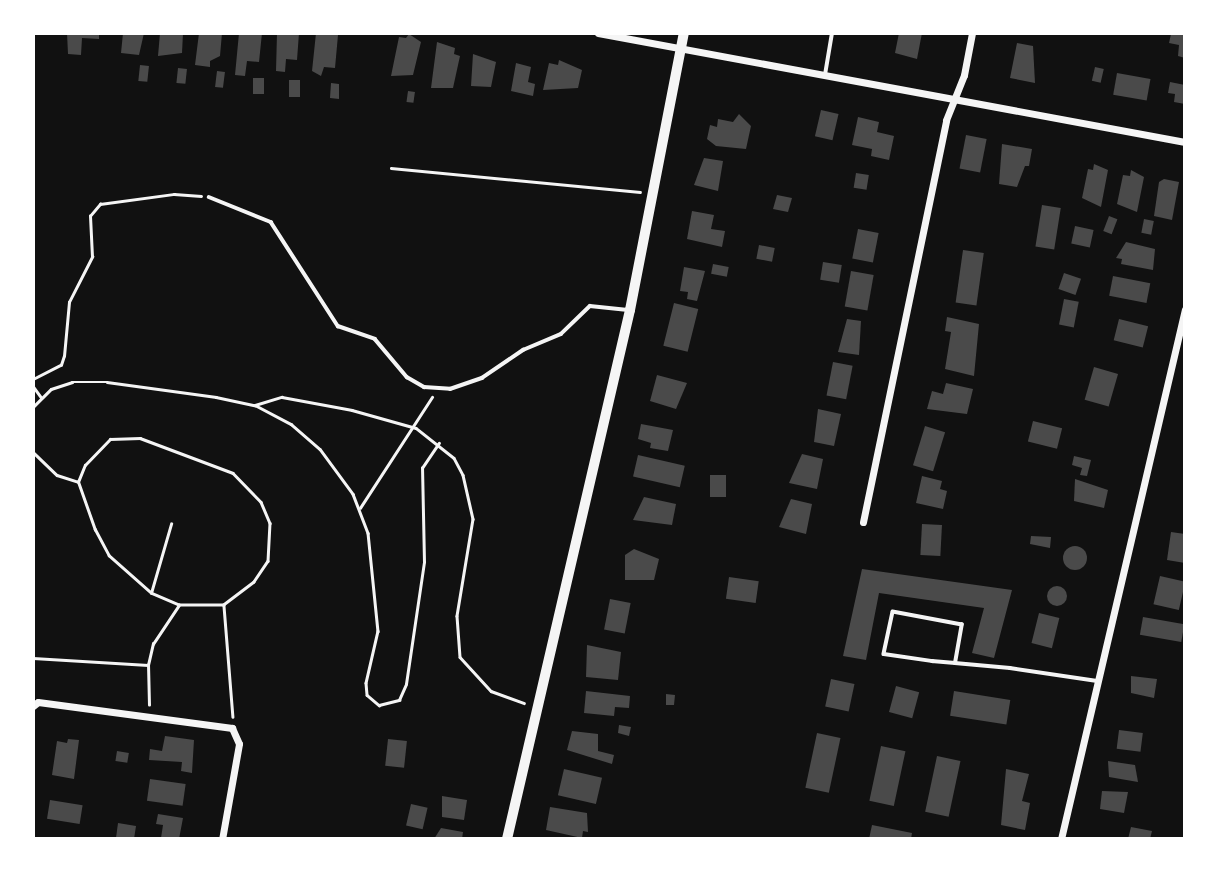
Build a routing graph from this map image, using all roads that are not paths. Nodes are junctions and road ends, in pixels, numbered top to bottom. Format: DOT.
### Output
graph roads {
  1 [pos="598,33"];
  2 [pos="684,33"];
  3 [pos="832,33"];
  4 [pos="972,33"];
  5 [pos="681,48"];
  6 [pos="825,75"];
  7 [pos="956,100"];
  8 [pos="1185,142"];
  9 [pos="209,197"];
  10 [pos="1185,309"];
  11 [pos="630,310"];
  12 [pos="863,522"];
  13 [pos="956,663"];
  14 [pos="1097,681"];
  15 [pos="36,704"];
  16 [pos="222,839"];
  17 [pos="507,839"];
  18 [pos="1061,839"];
  1 -- 5 [label="street"];
  2 -- 5 [label="main road"];
  3 -- 6 [label="lane"];
  4 -- 7 [label="street"];
  5 -- 6 [label="street"];
  5 -- 11 [label="main road"];
  6 -- 7 [label="street"];
  7 -- 8 [label="street"];
  7 -- 12 [label="street"];
  9 -- 11 [label="lane"];
  10 -- 14 [label="street"];
  11 -- 17 [label="main road"];
  13 -- 13 [label="lane"];
  13 -- 14 [label="lane"];
  14 -- 18 [label="street"];
  15 -- 16 [label="street"];
}
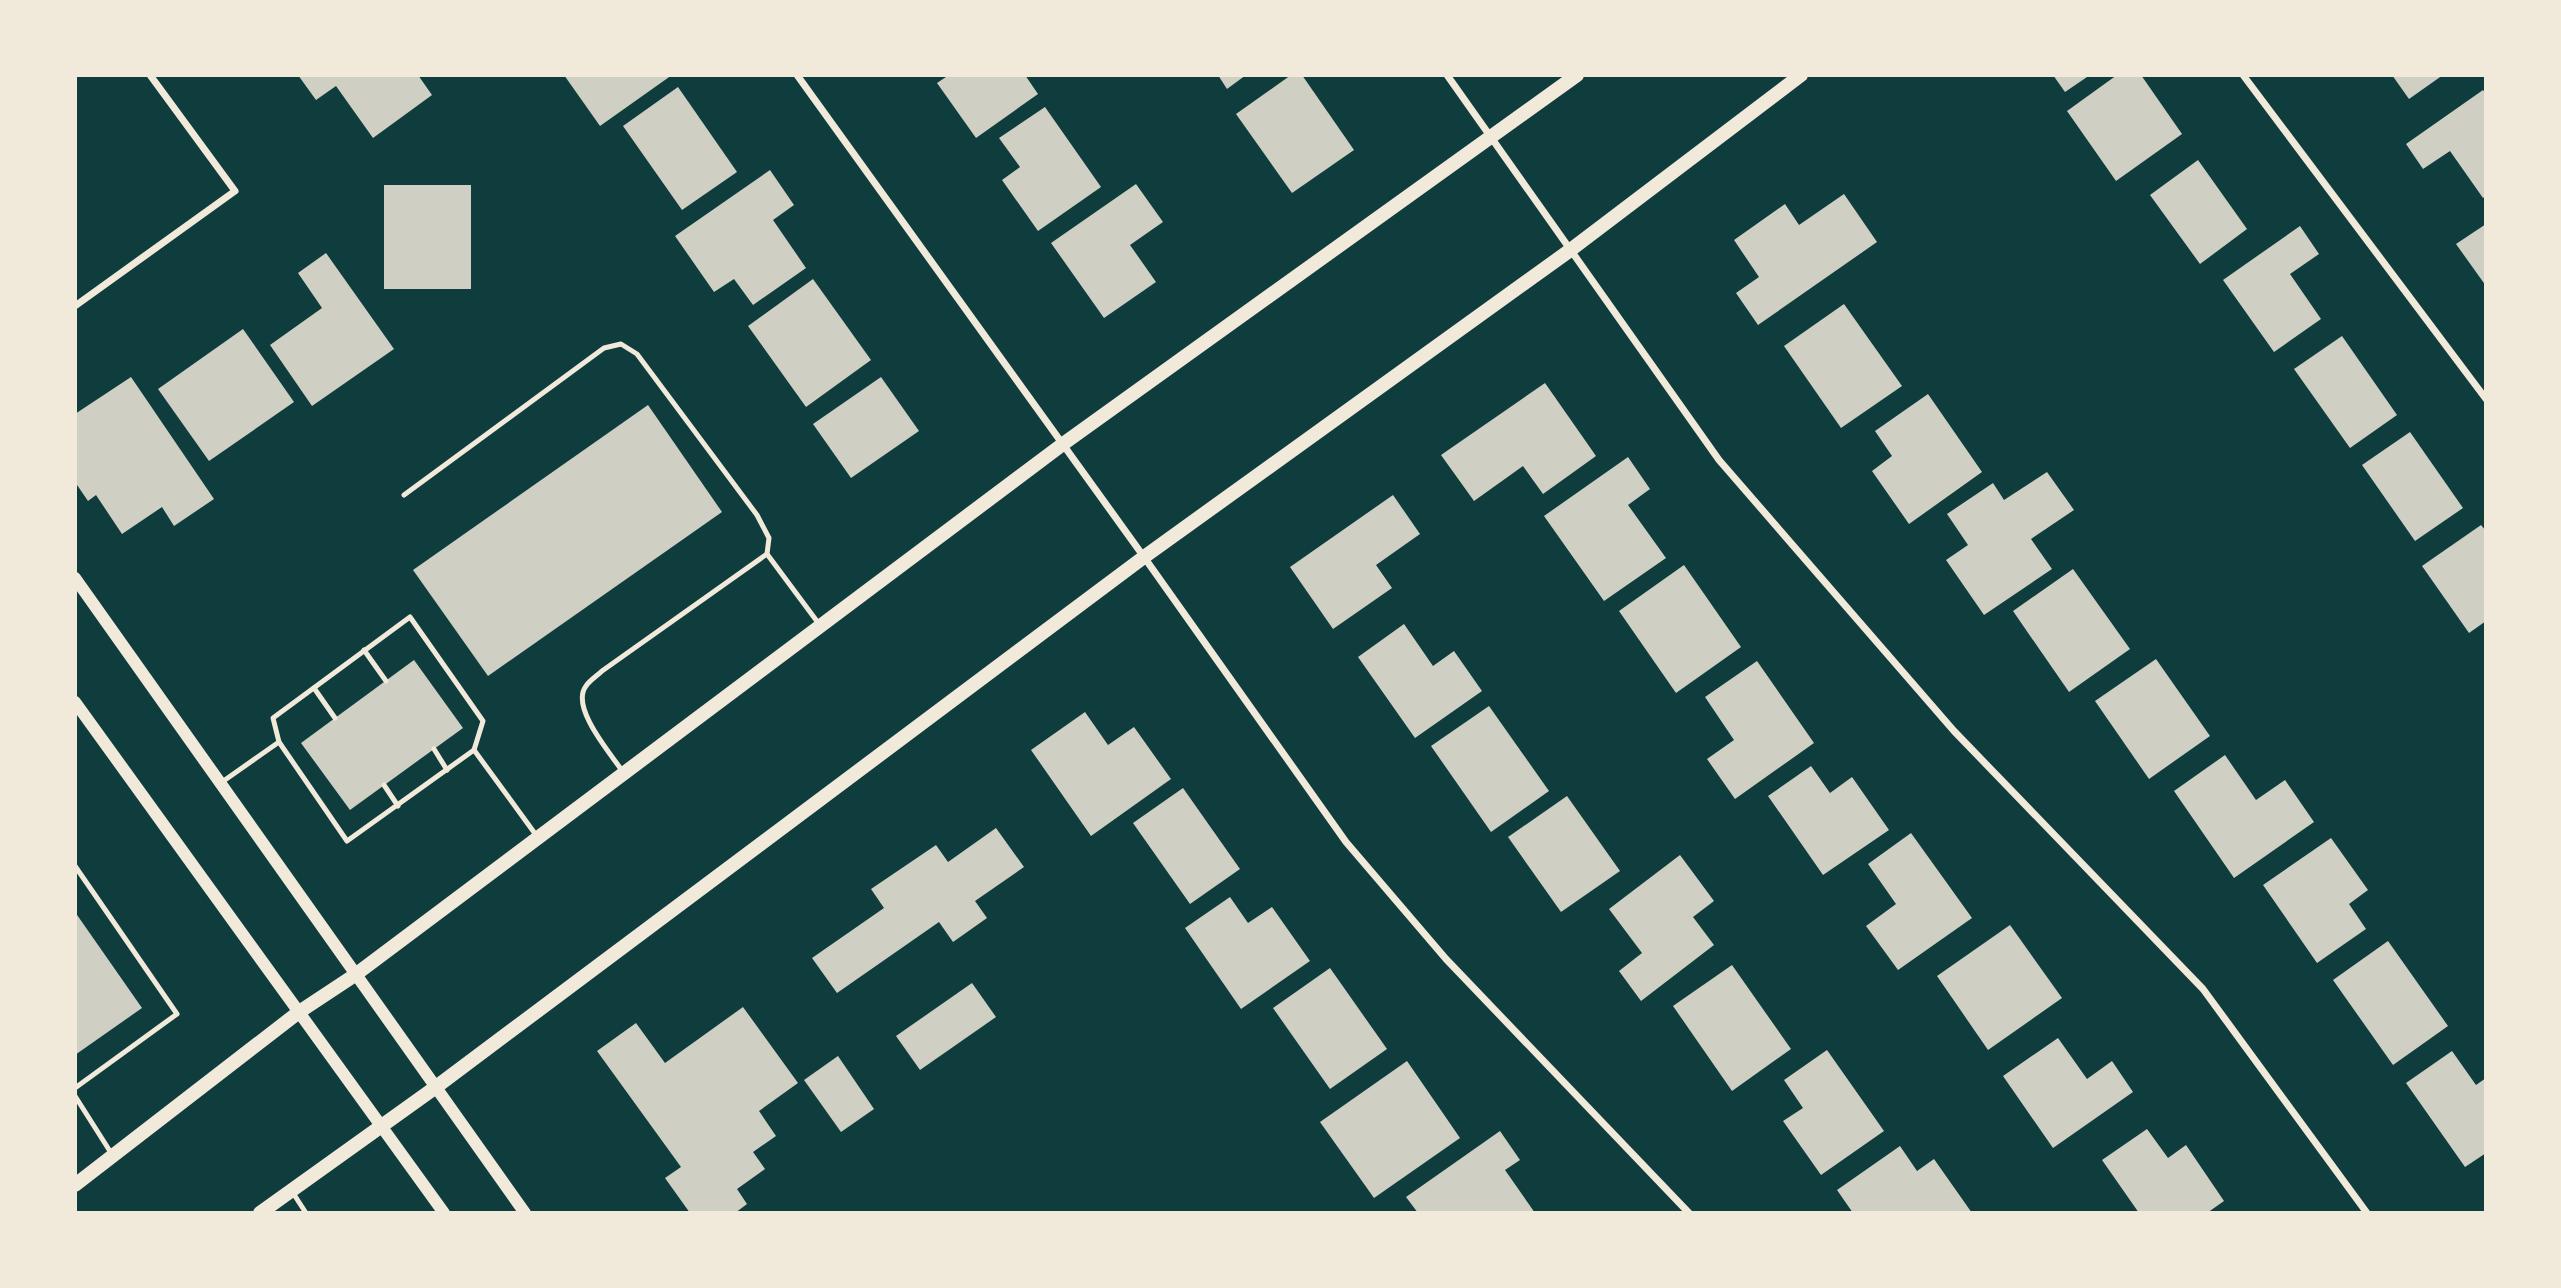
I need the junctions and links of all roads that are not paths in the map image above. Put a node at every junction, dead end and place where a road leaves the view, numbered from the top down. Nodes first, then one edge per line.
§
> _Task brief_
Each line of the listing that includes the word "from" should be copied out.

> _Written response_
Build a routing graph from this map image, using all roads that are not paths. Nodes are junctions and road ends, in pixels, numbered top to bottom. Format: DOT.
I need the junctions and links of all roads that are not paths in the map image above. Put a node at every junction, dead end and place where a road leaves the view, numbered from the top down. Nodes first, then one edge per line.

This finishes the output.